Meski dalam surat pemohonan dan gugatan sudah direvisi, dan tidak mencantumkan Almas dari Universitas Negeri Surakarta. Namun, menurut Andhika, hal itu ada kecacatan hukum.
"Itu di gugatan uji materi, yang awal. Di website MK yang sekarang kemungkinan sudah diubah. Tapi tidak boleh seperti itu," ujarnya.
Sementara, terkait gugatannya terhadap Gibran, dia menuturkan putusan MK soal perkara nomor 90/PUU-XXI/2023 sangat menguntungkannya maju sebagai Cawapres.

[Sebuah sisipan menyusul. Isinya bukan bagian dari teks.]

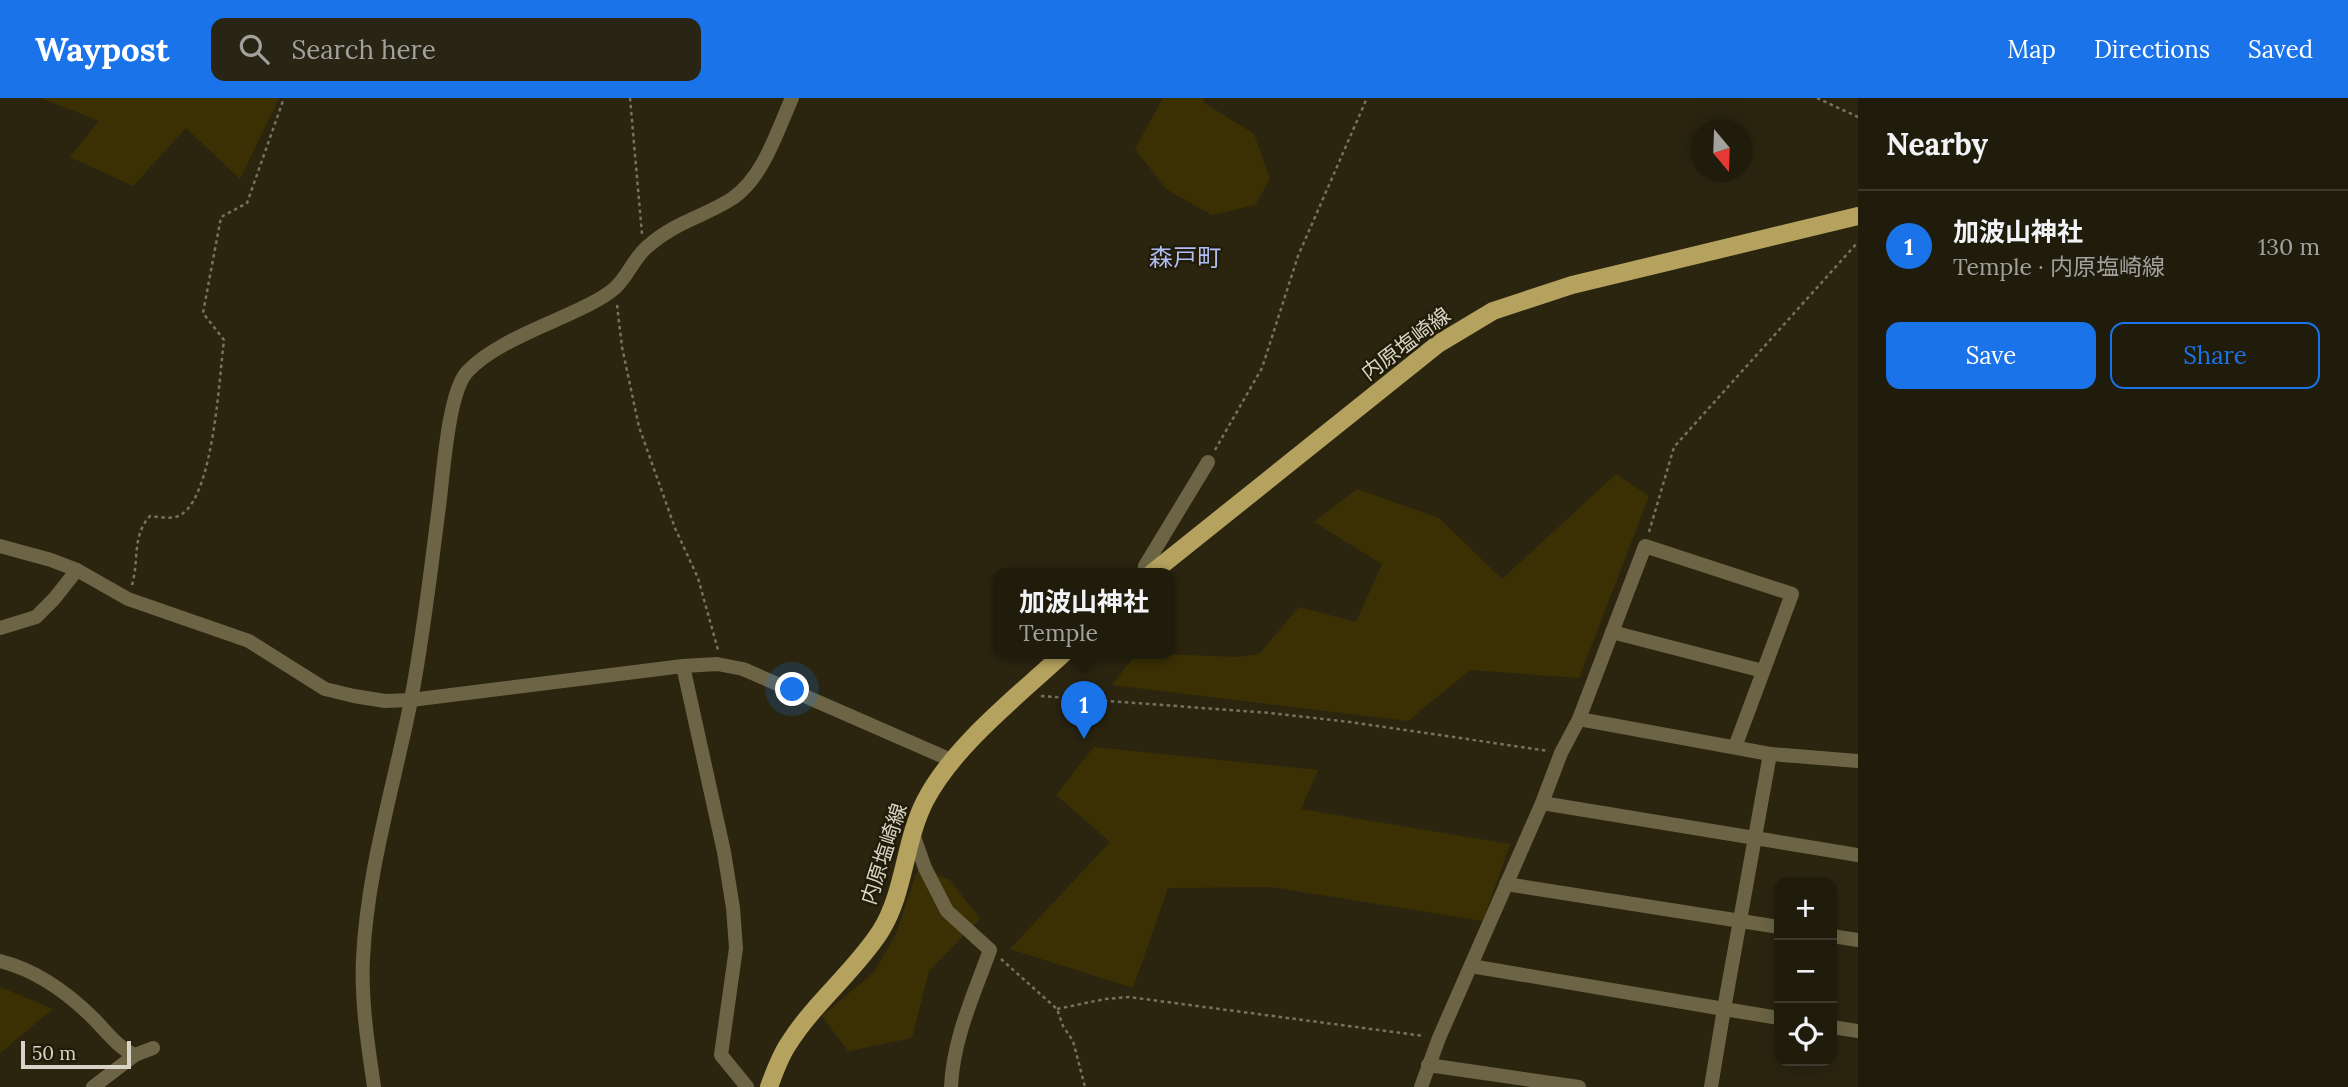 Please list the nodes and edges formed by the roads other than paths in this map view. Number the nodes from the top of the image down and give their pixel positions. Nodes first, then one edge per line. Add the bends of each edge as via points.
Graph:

"Dengan putusan MK, seperti yang banyak media liput, dan ahli dari politik, dan ahli hukum, sangat diuntungkan dengan putusan itu. Kami minta kepada KPU untuk menunda atau membatalkan pencawapresan dari Mas Gibran," ujarnya.
Digugat Rp 204 Triliun
Dia menilai dasar Ariyono menggugat karena putusan MK tersebut dianggap memberikan jalan mulus dalam pencalonan capres-cawapres. Sehingga demokrasi di Indonesia jadi mundur.
Maka dari itu, Tim Giberan berkesimpulan para Tergugat selayaknya mengganti tiap-tiap warga negara sebesar Rp 1 juta dikalikan seluruh jumlah pemilih tetap Pemilihan Umum 2024 yakni sebesar 204.807.222 orang, sehingga totalnya menjadi Rp 204.807.222.000.000.

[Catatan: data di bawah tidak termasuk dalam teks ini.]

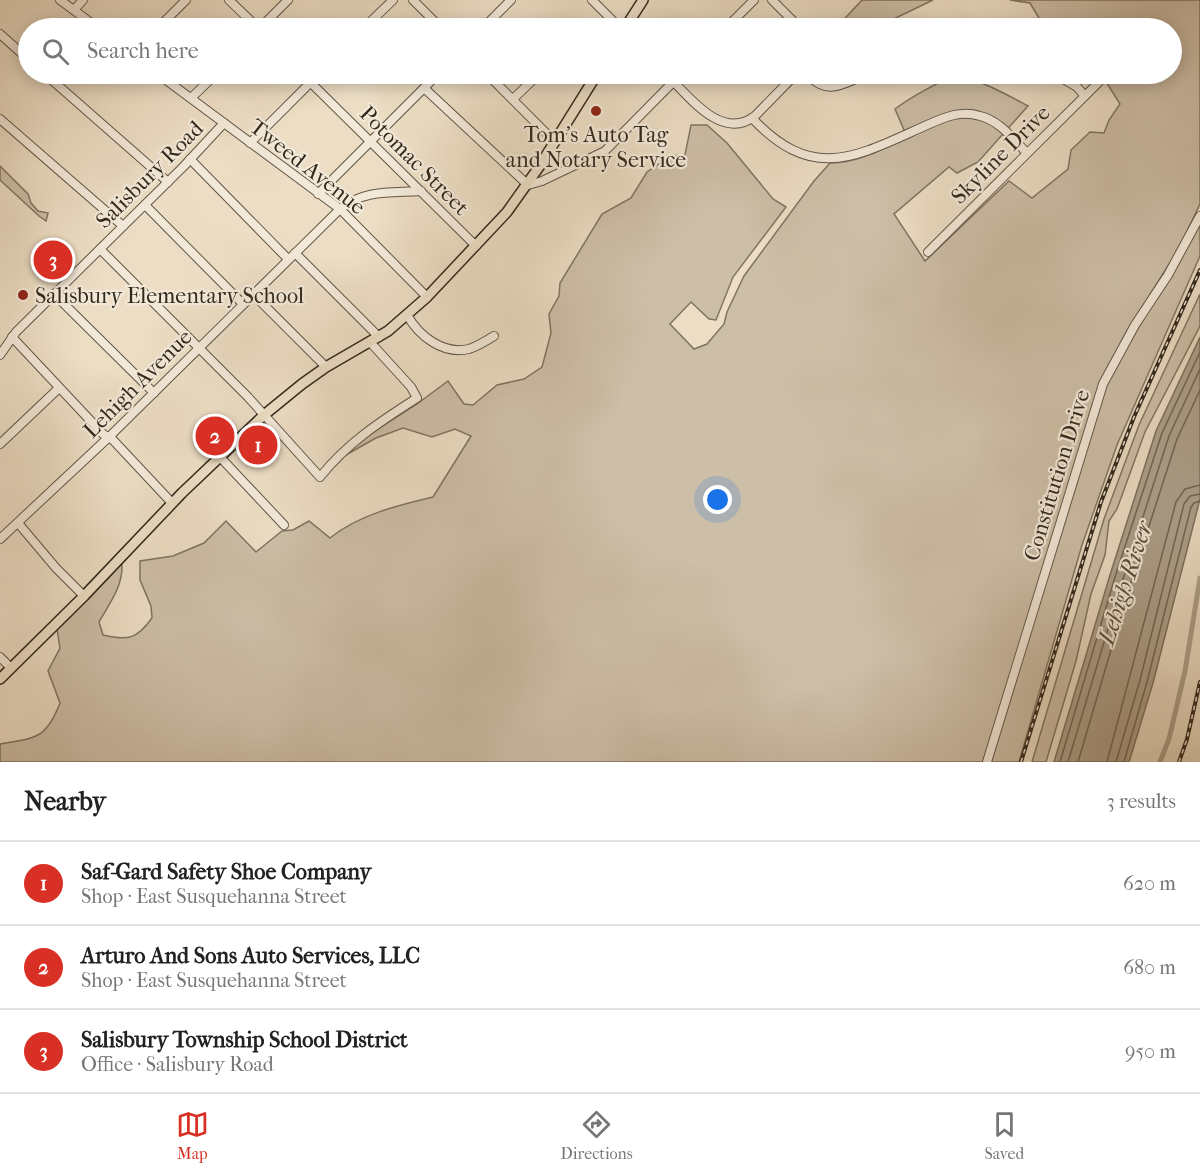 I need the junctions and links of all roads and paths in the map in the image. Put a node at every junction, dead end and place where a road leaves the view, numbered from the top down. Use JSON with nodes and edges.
{"nodes":[{"id":1,"x":60,"y":0,"type":"edge"},
{"id":2,"x":83,"y":0,"type":"edge"},
{"id":3,"x":186,"y":0,"type":"edge"},
{"id":4,"x":229,"y":0,"type":"edge"},
{"id":5,"x":288,"y":0,"type":"edge"},
{"id":6,"x":393,"y":0,"type":"edge"},
{"id":7,"x":413,"y":0,"type":"edge"},
{"id":8,"x":511,"y":0,"type":"edge"},
{"id":9,"x":592,"y":0,"type":"edge"},
{"id":10,"x":643,"y":0,"type":"edge"},
{"id":11,"x":754,"y":0,"type":"edge"},
{"id":12,"x":772,"y":0,"type":"edge"},
{"id":13,"x":74,"y":10,"type":"junction"},
{"id":14,"x":85,"y":18,"type":"edge"},
{"id":15,"x":168,"y":18,"type":"edge"},
{"id":16,"x":248,"y":18,"type":"edge"},
{"id":17,"x":269,"y":18,"type":"edge"},
{"id":18,"x":374,"y":18,"type":"edge"},
{"id":19,"x":431,"y":18,"type":"edge"},
{"id":20,"x":493,"y":18,"type":"edge"},
{"id":21,"x":610,"y":18,"type":"edge"},
{"id":22,"x":631,"y":18,"type":"edge"},
{"id":23,"x":736,"y":18,"type":"edge"},
{"id":24,"x":790,"y":18,"type":"edge"},
{"id":25,"x":0,"y":34,"type":"edge"},
{"id":26,"x":18,"y":50,"type":"edge"},
{"id":27,"x":56,"y":84,"type":"edge"},
{"id":28,"x":172,"y":84,"type":"edge"},
{"id":29,"x":206,"y":84,"type":"edge"},
{"id":30,"x":309,"y":84,"type":"edge"},
{"id":31,"x":313,"y":84,"type":"edge"},
{"id":32,"x":428,"y":84,"type":"edge"},
{"id":33,"x":497,"y":84,"type":"edge"},
{"id":34,"x":528,"y":84,"type":"edge"},
{"id":35,"x":591,"y":84,"type":"edge"},
{"id":36,"x":671,"y":84,"type":"edge"},
{"id":37,"x":677,"y":84,"type":"edge"},
{"id":38,"x":786,"y":84,"type":"edge"},
{"id":39,"x":819,"y":84,"type":"edge"},
{"id":40,"x":841,"y":84,"type":"edge"},
{"id":41,"x":1072,"y":84,"type":"edge"},
{"id":42,"x":1097,"y":84,"type":"edge"},
{"id":43,"x":424,"y":88,"type":"junction"},
{"id":44,"x":1084,"y":95,"type":"junction"},
{"id":45,"x":191,"y":98,"type":"junction"},
{"id":46,"x":513,"y":99,"type":"junction"},
{"id":47,"x":752,"y":118,"type":"junction"},
{"id":48,"x":0,"y":119,"type":"edge"},
{"id":49,"x":224,"y":123,"type":"junction"},
{"id":50,"x":371,"y":141,"type":"junction"},
{"id":51,"x":250,"y":142,"type":"junction"},
{"id":52,"x":555,"y":142,"type":"junction"},
{"id":53,"x":1027,"y":153,"type":"junction"},
{"id":54,"x":190,"y":159,"type":"junction"},
{"id":55,"x":168,"y":182,"type":"junction"},
{"id":56,"x":528,"y":185,"type":"junction"},
{"id":57,"x":421,"y":191,"type":"junction"},
{"id":58,"x":318,"y":194,"type":"junction"},
{"id":59,"x":145,"y":205,"type":"junction"},
{"id":60,"x":340,"y":209,"type":"junction"},
{"id":61,"x":1200,"y":216,"type":"edge"},
{"id":62,"x":123,"y":226,"type":"junction"},
{"id":63,"x":476,"y":246,"type":"junction"},
{"id":64,"x":100,"y":249,"type":"junction"},
{"id":65,"x":295,"y":252,"type":"junction"},
{"id":66,"x":928,"y":252,"type":"dead end"},
{"id":67,"x":288,"y":259,"type":"junction"},
{"id":68,"x":54,"y":294,"type":"junction"},
{"id":69,"x":253,"y":294,"type":"junction"},
{"id":70,"x":427,"y":297,"type":"junction"},
{"id":71,"x":243,"y":304,"type":"junction"},
{"id":72,"x":407,"y":315,"type":"junction"},
{"id":73,"x":494,"y":336,"type":"dead end"},
{"id":74,"x":12,"y":337,"type":"junction"},
{"id":75,"x":379,"y":337,"type":"junction"},
{"id":76,"x":370,"y":342,"type":"junction"},
{"id":77,"x":199,"y":348,"type":"junction"},
{"id":78,"x":0,"y":355,"type":"edge"},
{"id":79,"x":326,"y":367,"type":"junction"},
{"id":80,"x":60,"y":388,"type":"junction"},
{"id":81,"x":154,"y":393,"type":"junction"},
{"id":82,"x":264,"y":415,"type":"junction"},
{"id":83,"x":109,"y":437,"type":"junction"},
{"id":84,"x":0,"y":444,"type":"edge"},
{"id":85,"x":220,"y":457,"type":"junction"},
{"id":86,"x":172,"y":503,"type":"junction"},
{"id":87,"x":18,"y":523,"type":"junction"},
{"id":88,"x":284,"y":525,"type":"dead end"},
{"id":89,"x":0,"y":539,"type":"edge"},
{"id":90,"x":84,"y":596,"type":"junction"},
{"id":91,"x":0,"y":657,"type":"edge"},
{"id":92,"x":10,"y":668,"type":"junction"},
{"id":93,"x":0,"y":679,"type":"edge"},
{"id":94,"x":987,"y":762,"type":"edge"}],
"edges":[{"from":1,"to":13,"type":"street"},
{"from":2,"to":13,"type":"street"},
{"from":3,"to":15,"type":"street"},
{"from":4,"to":16,"type":"street"},
{"from":5,"to":17,"type":"street"},
{"from":6,"to":18,"type":"street"},
{"from":7,"to":19,"type":"street"},
{"from":8,"to":20,"type":"street"},
{"from":9,"to":21,"type":"street"},
{"from":10,"to":22,"type":"main road"},
{"from":11,"to":23,"type":"street"},
{"from":12,"to":24,"type":"street"},
{"from":13,"to":14,"type":"street"},
{"from":25,"to":26,"type":"street"},
{"from":27,"to":55,"type":"street"},
{"from":28,"to":45,"type":"street","name":"Tweed Avenue"},
{"from":29,"to":45,"type":"street"},
{"from":30,"to":51,"type":"street"},
{"from":31,"to":50,"type":"street","name":"Potomac Street"},
{"from":32,"to":43,"type":"street"},
{"from":33,"to":46,"type":"street"},
{"from":34,"to":46,"type":"street"},
{"from":35,"to":52,"type":"main road"},
{"from":36,"to":56,"type":"street"},
{"from":37,"to":47,"type":"street"},
{"from":38,"to":47,"type":"street"},
{"from":39,"to":40,"type":"street"},
{"from":41,"to":44,"type":"street"},
{"from":42,"to":44,"type":"street","name":"Skyline Drive"},
{"from":43,"to":50,"type":"street"},
{"from":43,"to":56,"type":"street"},
{"from":44,"to":53,"type":"street","name":"Skyline Drive"},
{"from":45,"to":49,"type":"street","name":"Tweed Avenue"},
{"from":46,"to":52,"type":"street"},
{"from":47,"to":53,"type":"street"},
{"from":48,"to":62,"type":"street"},
{"from":49,"to":51,"type":"street","name":"Tweed Avenue"},
{"from":49,"to":54,"type":"street","name":"Salisbury Road"},
{"from":50,"to":57,"type":"street","name":"Potomac Street"},
{"from":50,"to":58,"type":"street"},
{"from":51,"to":58,"type":"street","name":"Tweed Avenue"},
{"from":52,"to":56,"type":"main road"},
{"from":53,"to":66,"type":"street","name":"Skyline Drive"},
{"from":54,"to":55,"type":"street","name":"Salisbury Road"},
{"from":54,"to":67,"type":"street"},
{"from":55,"to":59,"type":"street","name":"Salisbury Road"},
{"from":56,"to":63,"type":"main road"},
{"from":57,"to":60,"type":"street","name":"Lehigh Avenue"},
{"from":57,"to":63,"type":"street","name":"Potomac Street"},
{"from":58,"to":60,"type":"street","name":"Tweed Avenue"},
{"from":59,"to":62,"type":"street","name":"Salisbury Road"},
{"from":59,"to":71,"type":"street"},
{"from":60,"to":65,"type":"street","name":"Lehigh Avenue"},
{"from":60,"to":70,"type":"street","name":"Tweed Avenue"},
{"from":61,"to":94,"type":"street","name":"Constitution Drive"},
{"from":62,"to":64,"type":"street","name":"Salisbury Road"},
{"from":63,"to":70,"type":"main road"},
{"from":64,"to":68,"type":"street","name":"Salisbury Road"},
{"from":64,"to":77,"type":"street"},
{"from":65,"to":67,"type":"street","name":"Lehigh Avenue"},
{"from":65,"to":75,"type":"street"},
{"from":67,"to":69,"type":"street","name":"Lehigh Avenue"},
{"from":68,"to":74,"type":"street","name":"Salisbury Road"},
{"from":68,"to":81,"type":"street"},
{"from":69,"to":71,"type":"street","name":"Lehigh Avenue"},
{"from":69,"to":79,"type":"street"},
{"from":70,"to":72,"type":"main road"},
{"from":71,"to":77,"type":"street","name":"Lehigh Avenue"},
{"from":72,"to":73,"type":"street"},
{"from":72,"to":75,"type":"main road"},
{"from":74,"to":78,"type":"street","name":"Salisbury Road"},
{"from":74,"to":80,"type":"street"},
{"from":75,"to":76,"type":"main road"},
{"from":76,"to":79,"type":"main road"},
{"from":76,"to":82,"type":"street"},
{"from":77,"to":81,"type":"street","name":"Lehigh Avenue"},
{"from":77,"to":82,"type":"street"},
{"from":79,"to":82,"type":"main road"},
{"from":80,"to":83,"type":"street"},
{"from":80,"to":84,"type":"street"},
{"from":81,"to":83,"type":"street","name":"Lehigh Avenue"},
{"from":82,"to":85,"type":"main road"},
{"from":83,"to":86,"type":"street"},
{"from":83,"to":87,"type":"street","name":"Lehigh Avenue"},
{"from":85,"to":86,"type":"main road"},
{"from":85,"to":88,"type":"street"},
{"from":86,"to":90,"type":"main road"},
{"from":87,"to":89,"type":"street","name":"Lehigh Avenue"},
{"from":87,"to":90,"type":"street"},
{"from":90,"to":92,"type":"main road"},
{"from":91,"to":92,"type":"street"},
{"from":92,"to":93,"type":"main road"}]}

Nilai tersebut diberikan kepada lembaga terkait sebagai anggaran pendidikan kepada seluruh warga masyarakat untuk mendapatkan pencerahan mengenai ilmu kewarganegaraan yang baik.
"Langkah selanjutnya kami masih menunggu sidang pertama," pungkasnya.
Anwar Usman Digugat Rp 1,3 triliun
Gugatan juga diajukan oleh belasan warga Kabupaten Banyumas terhadap mantan Ketua Mahkamah Konstitusi (MK) Anwar Usman yang dinilai melakukan Perbuatan Melawan Hukum (PMH). Gugatan tersebut diajukan melalui Pengadilan Negeri Jakarta Pusat.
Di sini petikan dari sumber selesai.